*** Begin section ***

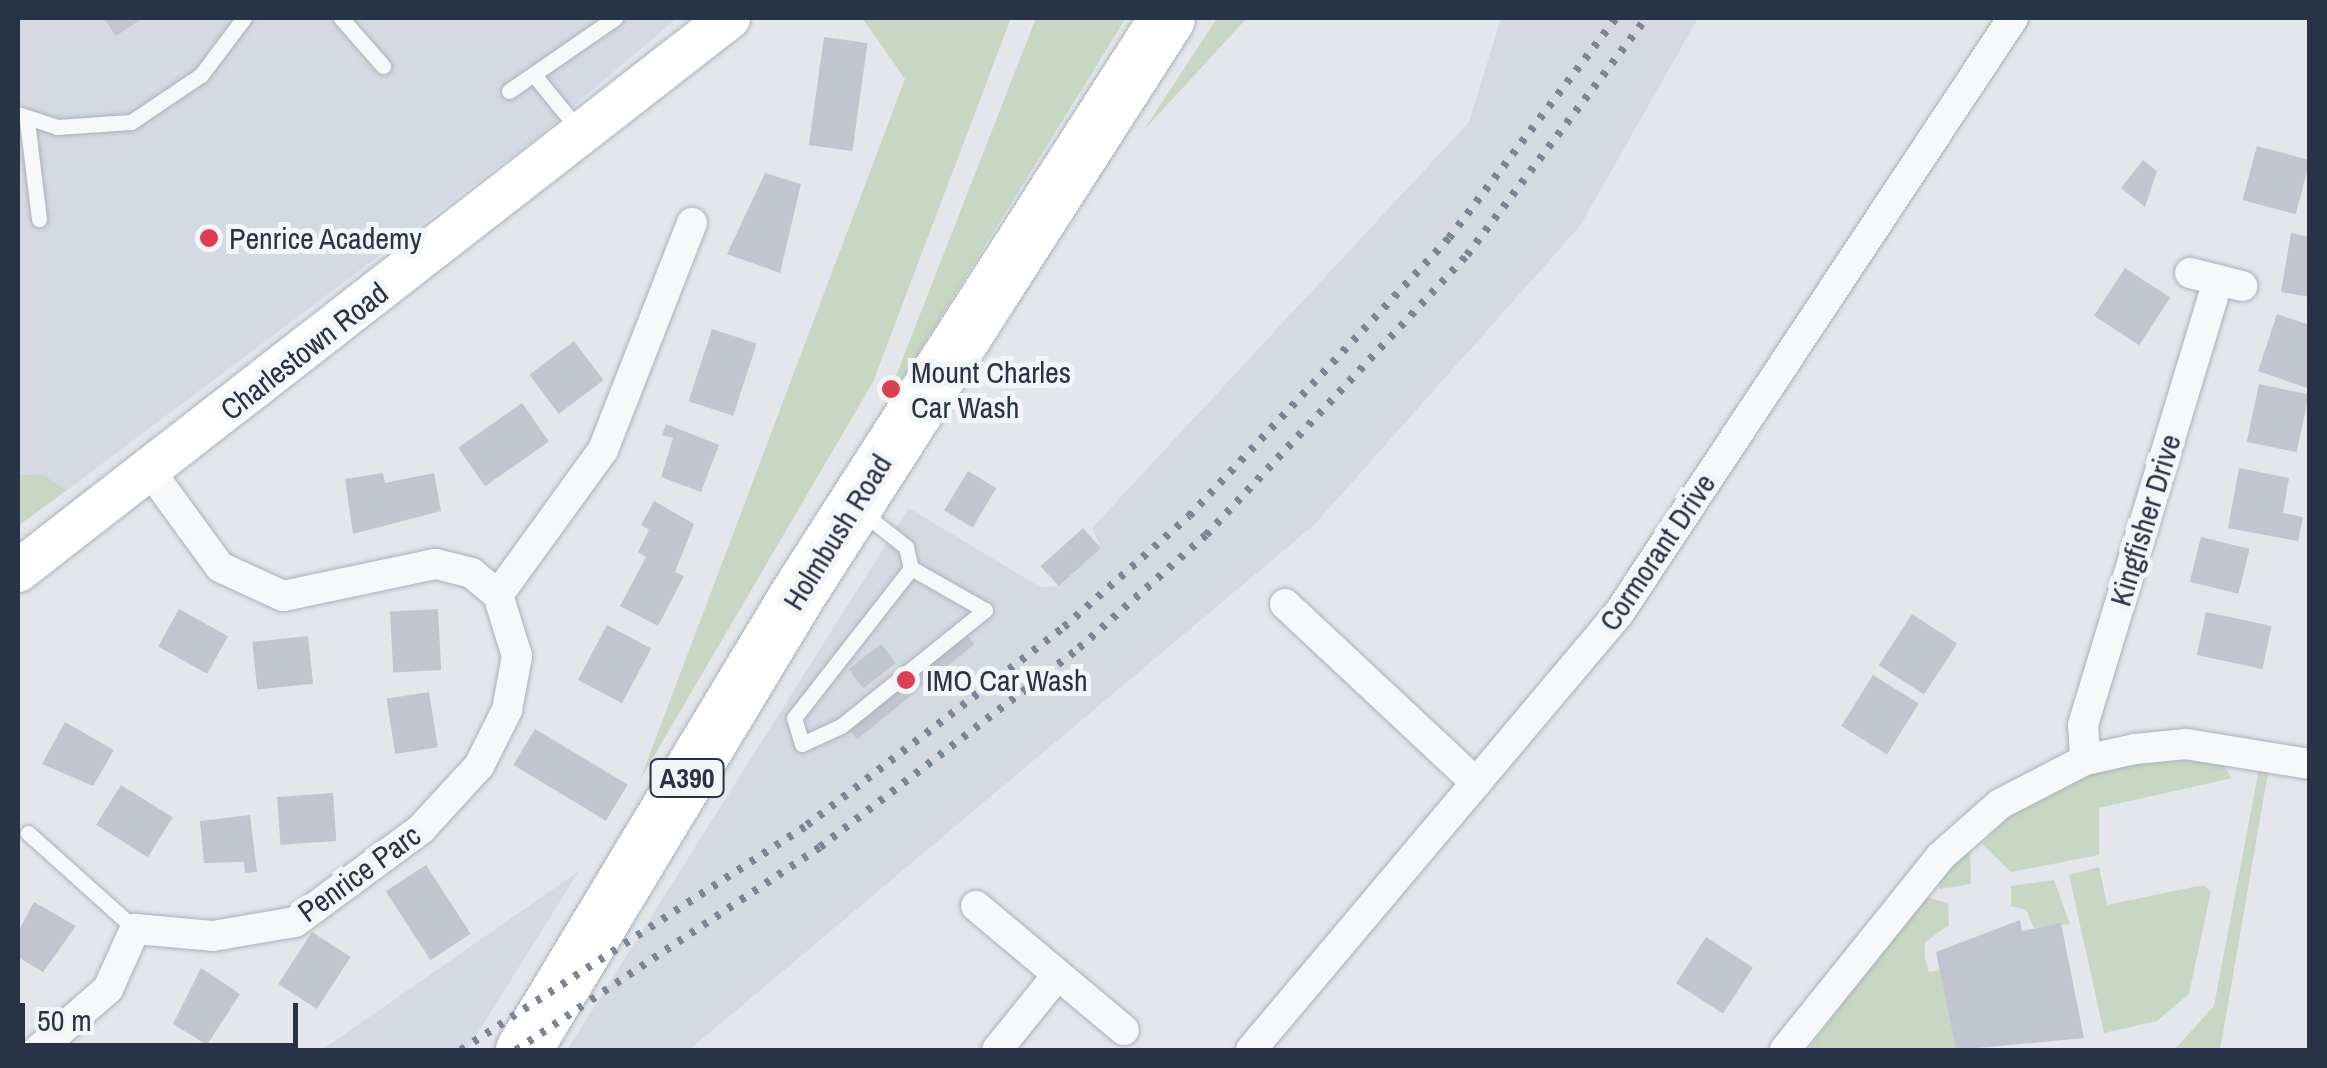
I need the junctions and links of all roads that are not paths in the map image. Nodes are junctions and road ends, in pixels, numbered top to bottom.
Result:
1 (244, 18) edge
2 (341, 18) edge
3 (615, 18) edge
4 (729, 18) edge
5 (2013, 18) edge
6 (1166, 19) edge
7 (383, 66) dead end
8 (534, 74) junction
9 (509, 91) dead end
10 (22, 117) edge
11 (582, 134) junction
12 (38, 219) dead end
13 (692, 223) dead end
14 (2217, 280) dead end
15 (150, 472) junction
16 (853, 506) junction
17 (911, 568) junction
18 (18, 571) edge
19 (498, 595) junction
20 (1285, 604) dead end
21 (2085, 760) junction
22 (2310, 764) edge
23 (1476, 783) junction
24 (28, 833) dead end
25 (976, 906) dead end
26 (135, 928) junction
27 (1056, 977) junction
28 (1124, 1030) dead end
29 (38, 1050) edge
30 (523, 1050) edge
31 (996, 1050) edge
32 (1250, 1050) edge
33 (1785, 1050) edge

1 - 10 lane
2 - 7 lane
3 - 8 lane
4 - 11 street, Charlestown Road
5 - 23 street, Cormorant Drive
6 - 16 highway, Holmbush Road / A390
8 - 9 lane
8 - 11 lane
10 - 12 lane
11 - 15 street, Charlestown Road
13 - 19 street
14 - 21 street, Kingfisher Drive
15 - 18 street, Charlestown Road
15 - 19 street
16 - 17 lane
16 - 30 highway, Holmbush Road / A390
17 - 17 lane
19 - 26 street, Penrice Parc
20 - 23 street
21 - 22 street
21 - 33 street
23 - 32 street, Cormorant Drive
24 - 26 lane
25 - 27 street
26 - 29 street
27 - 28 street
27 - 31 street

*** End section ***

TASK DESCRIPTION -> Transcribe every entry exactly. Leave out the pictures.

THE ANSWER ->
I need the junctions and links of all roads that are not paths in the map image. Nodes are junctions and road ends, in pixels, numbered top to bottom.
Result:
1 (244, 18) edge
2 (341, 18) edge
3 (615, 18) edge
4 (729, 18) edge
5 (2013, 18) edge
6 (1166, 19) edge
7 (383, 66) dead end
8 (534, 74) junction
9 (509, 91) dead end
10 (22, 117) edge
11 (582, 134) junction
12 (38, 219) dead end
13 (692, 223) dead end
14 (2217, 280) dead end
15 (150, 472) junction
16 (853, 506) junction
17 (911, 568) junction
18 (18, 571) edge
19 (498, 595) junction
20 (1285, 604) dead end
21 (2085, 760) junction
22 (2310, 764) edge
23 (1476, 783) junction
24 (28, 833) dead end
25 (976, 906) dead end
26 (135, 928) junction
27 (1056, 977) junction
28 (1124, 1030) dead end
29 (38, 1050) edge
30 (523, 1050) edge
31 (996, 1050) edge
32 (1250, 1050) edge
33 (1785, 1050) edge

1 - 10 lane
2 - 7 lane
3 - 8 lane
4 - 11 street, Charlestown Road
5 - 23 street, Cormorant Drive
6 - 16 highway, Holmbush Road / A390
8 - 9 lane
8 - 11 lane
10 - 12 lane
11 - 15 street, Charlestown Road
13 - 19 street
14 - 21 street, Kingfisher Drive
15 - 18 street, Charlestown Road
15 - 19 street
16 - 17 lane
16 - 30 highway, Holmbush Road / A390
17 - 17 lane
19 - 26 street, Penrice Parc
20 - 23 street
21 - 22 street
21 - 33 street
23 - 32 street, Cormorant Drive
24 - 26 lane
25 - 27 street
26 - 29 street
27 - 28 street
27 - 31 street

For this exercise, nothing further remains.